このコードは、編集操作(E)を行おうとした際、管理権限(A)を持っているかを確認しています。権限のないユーザーが編集しようとしたら即座に終了する。この「厳しさ」を持つプログラムこそが、法的な要件を満たす信頼性の高いシステムの証明になります。
5. 監査ログの保存と法的証拠の確保
システムで何が行われたか、後から検証できるようにログを残すことは、法的トラブルが発生した際の「証拠」として極めて重要です。特に金融取引や公的サービスでは、監査の際にこれらのログの提示が求められることが法律で決まっています。COBOLでログを出力する処理は、単なるメモではなく、法的文書を記録しているという意識を持ってください。
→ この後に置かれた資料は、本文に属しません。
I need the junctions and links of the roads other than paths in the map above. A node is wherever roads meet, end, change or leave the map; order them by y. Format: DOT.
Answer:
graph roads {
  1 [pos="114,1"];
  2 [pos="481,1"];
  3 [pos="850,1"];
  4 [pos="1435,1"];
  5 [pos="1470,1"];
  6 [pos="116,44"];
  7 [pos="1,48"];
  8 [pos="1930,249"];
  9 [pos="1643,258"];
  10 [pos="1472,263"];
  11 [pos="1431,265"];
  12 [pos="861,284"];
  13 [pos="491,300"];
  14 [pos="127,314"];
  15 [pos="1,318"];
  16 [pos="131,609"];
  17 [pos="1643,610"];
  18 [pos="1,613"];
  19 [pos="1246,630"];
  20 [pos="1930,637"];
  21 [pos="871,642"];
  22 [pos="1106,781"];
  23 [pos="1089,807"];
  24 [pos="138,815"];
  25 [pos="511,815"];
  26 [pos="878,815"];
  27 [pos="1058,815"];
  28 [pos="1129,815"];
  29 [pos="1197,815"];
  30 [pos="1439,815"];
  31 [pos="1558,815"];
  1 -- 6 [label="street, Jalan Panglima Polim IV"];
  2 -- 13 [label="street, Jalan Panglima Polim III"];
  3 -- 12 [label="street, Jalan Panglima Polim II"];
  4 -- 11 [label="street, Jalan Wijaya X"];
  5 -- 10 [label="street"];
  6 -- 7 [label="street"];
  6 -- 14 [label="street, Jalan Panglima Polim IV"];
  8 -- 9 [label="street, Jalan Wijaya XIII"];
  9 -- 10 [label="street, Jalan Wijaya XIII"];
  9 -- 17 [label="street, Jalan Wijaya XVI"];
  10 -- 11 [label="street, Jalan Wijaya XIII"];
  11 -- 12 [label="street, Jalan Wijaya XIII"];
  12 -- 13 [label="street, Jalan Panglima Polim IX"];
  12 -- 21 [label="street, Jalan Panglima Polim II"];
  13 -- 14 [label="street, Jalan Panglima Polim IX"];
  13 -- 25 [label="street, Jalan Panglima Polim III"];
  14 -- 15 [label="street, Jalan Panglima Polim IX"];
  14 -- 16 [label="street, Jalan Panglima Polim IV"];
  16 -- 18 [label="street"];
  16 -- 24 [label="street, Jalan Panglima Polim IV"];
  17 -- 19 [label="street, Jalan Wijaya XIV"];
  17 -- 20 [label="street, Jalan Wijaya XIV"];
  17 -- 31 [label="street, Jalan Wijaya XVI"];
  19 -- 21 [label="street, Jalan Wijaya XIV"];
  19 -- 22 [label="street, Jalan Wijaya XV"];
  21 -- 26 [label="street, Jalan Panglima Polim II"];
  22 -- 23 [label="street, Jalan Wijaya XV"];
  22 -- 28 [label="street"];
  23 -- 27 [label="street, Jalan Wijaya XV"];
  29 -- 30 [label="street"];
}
01 LOG-ENTRY-FIELD PIC X(50).
MOVE "操作者ID:001がデータ削除を実行しました" TO LOG-ENTRY-FIELD.
WRITE AUDIT-TRAIL-RECORD FROM LOG-ENTRY-FIELD.
このように、操作の詳細な記録を必ずファイルに残し、長期間保存する仕組みを作ります。法律によって保存期間が決められている場合もあるため、古いログを勝手に消さないような運用ルールも必要です。「ログを見れば全てが分かる」状態を維持することが、コンプライアンス遵守の証となります。
6. 著作権と知的財産権の尊重
プログラム開発においては、著作権の意識も不可欠です。他人が作成したプログラムコードを許可なくコピーしたり、ライセンス違反のライブラリを使ったりすることは、著作権法に触れるリスクがあります。コンプライアンス遵守とは、法律を守ることと同時に、他人の権利を尊重することでもあります。
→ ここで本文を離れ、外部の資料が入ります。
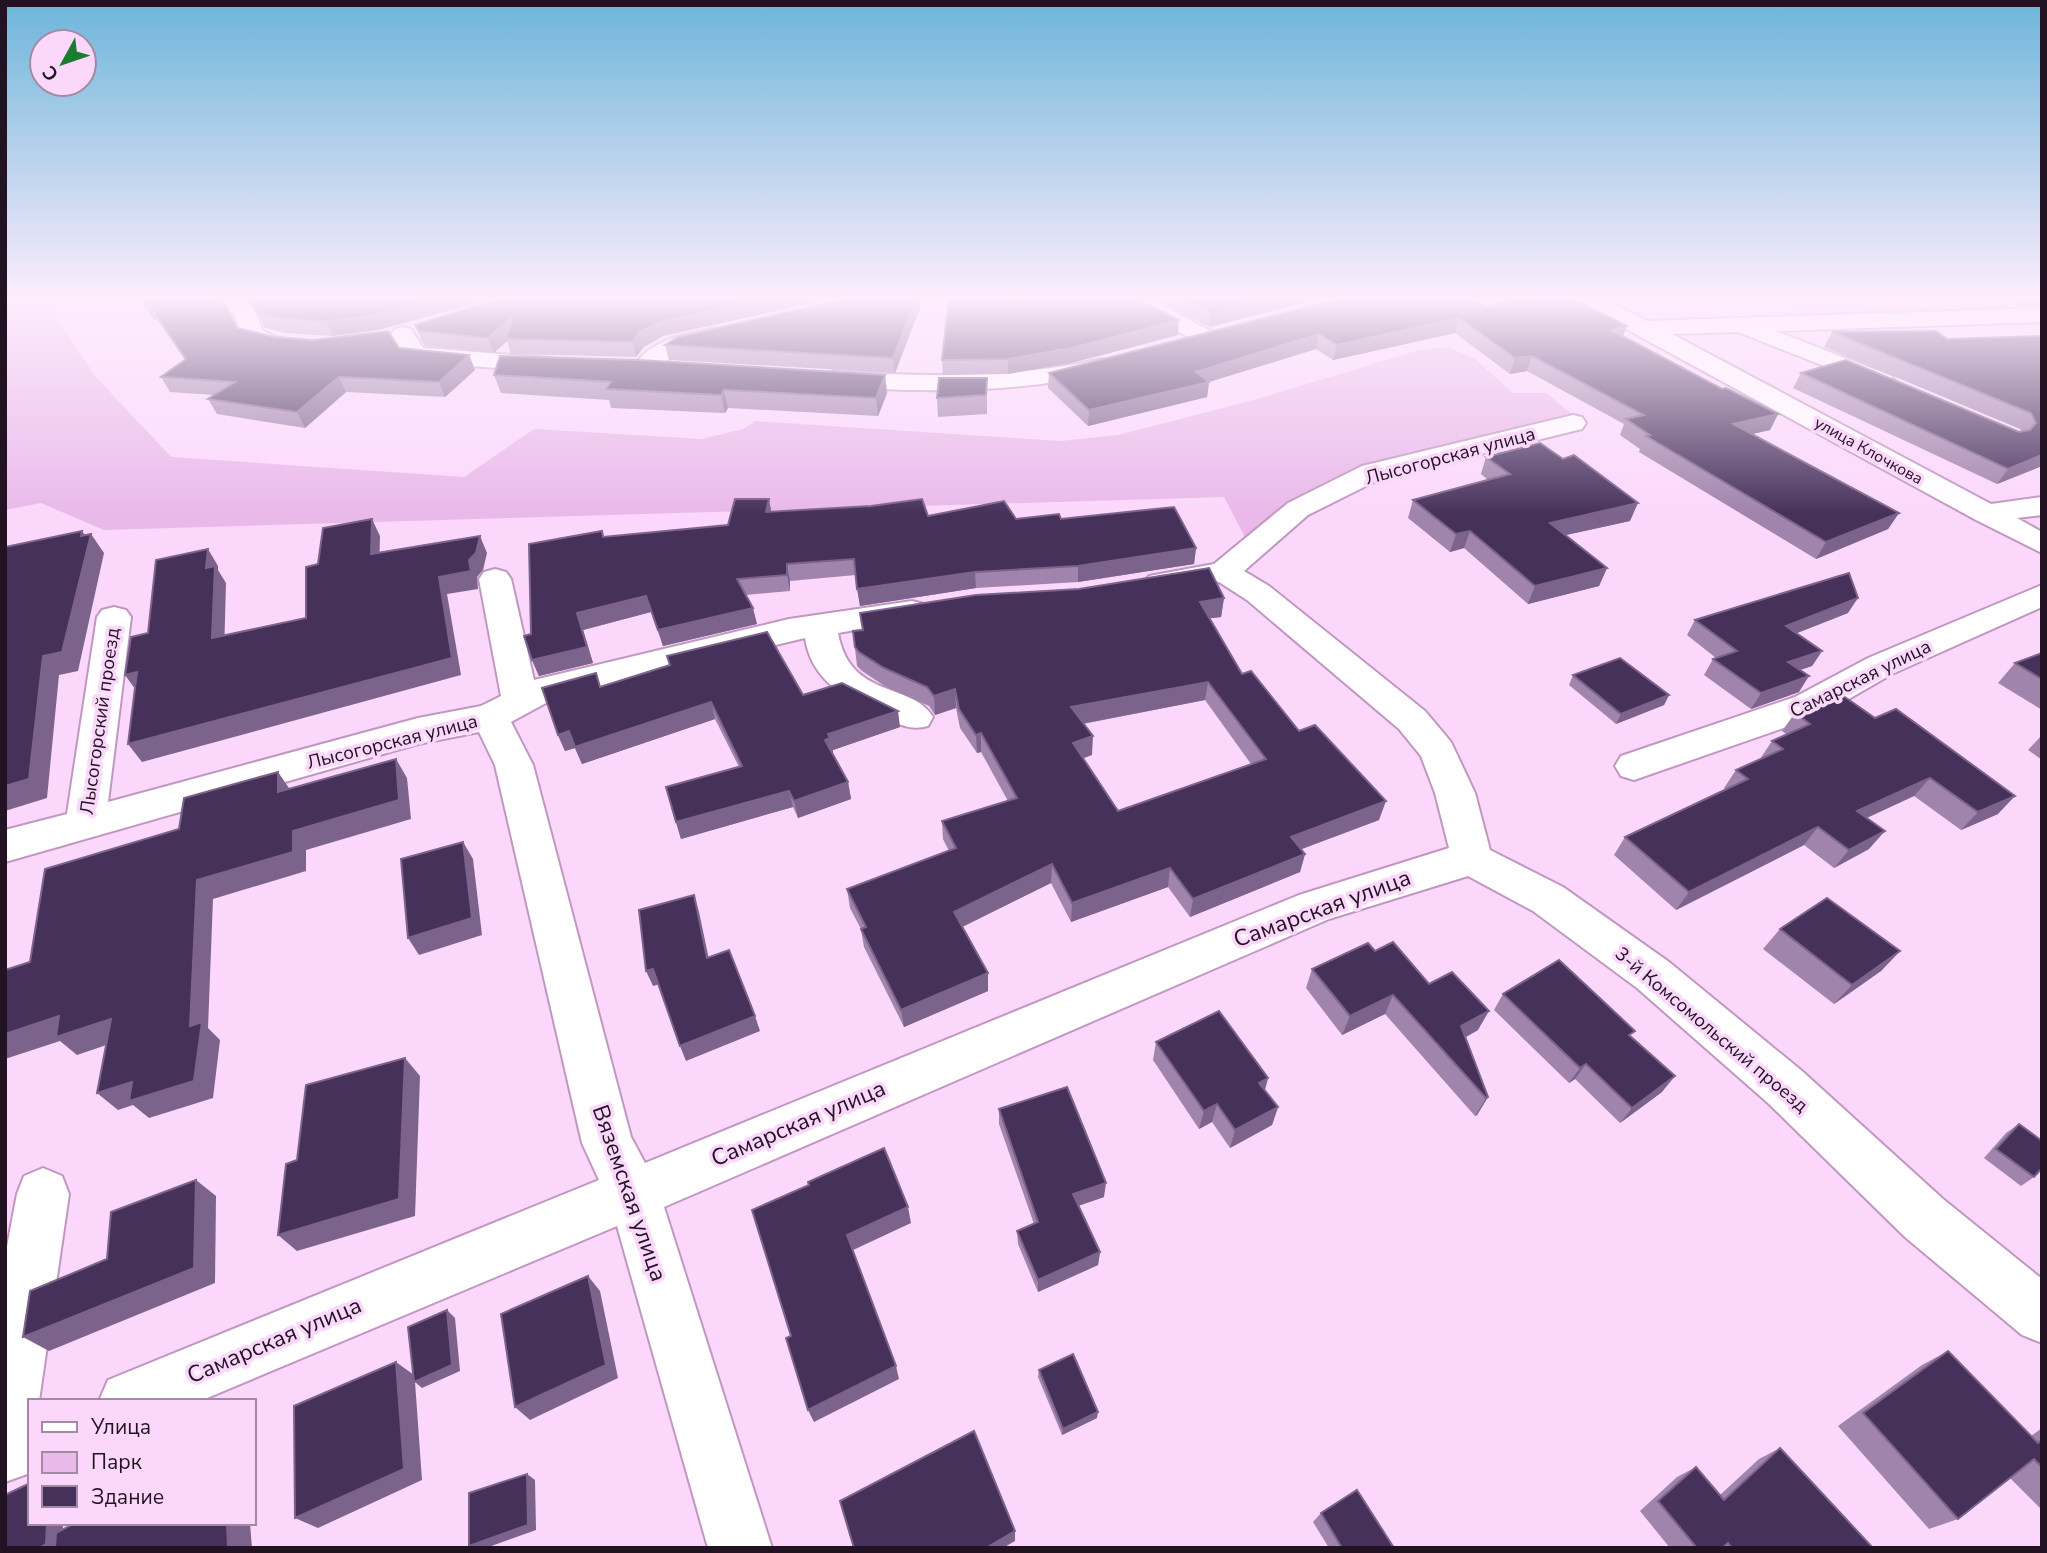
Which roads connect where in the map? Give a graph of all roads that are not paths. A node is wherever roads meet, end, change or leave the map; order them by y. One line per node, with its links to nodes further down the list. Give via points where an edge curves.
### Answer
1 (1087, 369): 4 (street, via 1007,384 958,387)
2 (1723, 369): 8 (street, улица Клочкова)
3 (1850, 369): 5 (street)
4 (807, 378)
5 (1899, 388)
6 (1573, 423): 10 (street, Лысогорская улица, via 1372,472 1298,509)
7 (2042, 506): 8 (street)
8 (1986, 514): 9 (street, улица Клочкова)
9 (2042, 544)
10 (1224, 572): 12 (street); 22 (street, via 1258,593 1412,720 1438,751 1455,793)
11 (495, 579): 17 (street, Вяземская улица)
12 (1133, 587)
13 (2042, 595): 19 (street, Самарская улица, via 1880,666 1808,706)
14 (950, 605): 16 (street, Лысогорская улица)
15 (114, 617): 20 (street, Лысогорский проезд)
16 (820, 625): 17 (street, Лысогорская улица, via 546,688); 18 (street, via 821,646 845,683)
17 (505, 708): 20 (street, Лысогорская улица); 24 (street, Вяземская улица, via 514,765 607,1143)
18 (915, 717)
19 (1634, 766)
20 (85, 825): 21 (street, Лысогорская улица)
21 (5, 846)
22 (1472, 859): 24 (street, Самарская улица, via 1314,907); 25 (street, 3-й Комсомольский проезд, via 1548,899 1653,975 1785,1087 1924,1218)
23 (43, 1194): 27 (street)
24 (633, 1194): 26 (street, Самарская улица); 30 (street, Вяземская улица)
25 (2042, 1315)
26 (134, 1399)
27 (5, 1424)
28 (28, 1443): 29 (street)
29 (5, 1452)
30 (740, 1548)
COBOL開発においても、オープンソースを利用する際はライセンスを確認し、自社で作成したコードは著作権保護の対象であることを理解しておきましょう。プログラミングの学習中であっても、この意識を持つことが、エンジニアとしての倫理観を育てます。法律はあなたの敵ではなく、あなたの作った作品を守るための盾にもなるのです。
7. 継続的な法的学習の重要性
法律や規則は一度覚えれば終わりではありません。世の中の変化に伴い、法律もどんどん新しくなります。例えば、サイバー攻撃への対策を義務付ける法律や、データ保護の新しいルールなどが登場します。コンプライアンスを維持するためには、最新の法的要件を継続的に学び続けることが大切です。
これは、COBOLという技術そのものを学び続けることと同じくらい重要なことです。職場での法的な勉強会に積極的に参加し、自分のコードが法律に照らして適切かどうかを常に考える癖をつけてください。一人ひとりのエンジニアが法律に対する感度を高めることで、会社全体がより安全で、社会から信頼される存在へとなっていきます。
8. 誠実さが信頼を生むプロフェッショナルへ
最後に、法律やコンプライアンスは、あなたを縛り付けるためのものではありません。むしろ、あなたが作ったプログラムが、誰からも悪用されず、安心して使われ続けるために必要なガイドラインです。誠実にルールを守り、法律を意識して開発に取り組む姿勢は、必ずあなたのエンジニアとしての価値を大きく高めます。
初心者の方にとって、法律のことは難しく感じるかもしれません。しかし、まずは「この処理は誰かに迷惑をかけないだろうか」「これは法律的に正しい扱いだろうか」と、一呼吸置いて考えることから始めてみてください。その誠実な心構えこそが、COBOLという歴史ある技術を使って、未来を支えるエンジニアになるための最初の一歩です。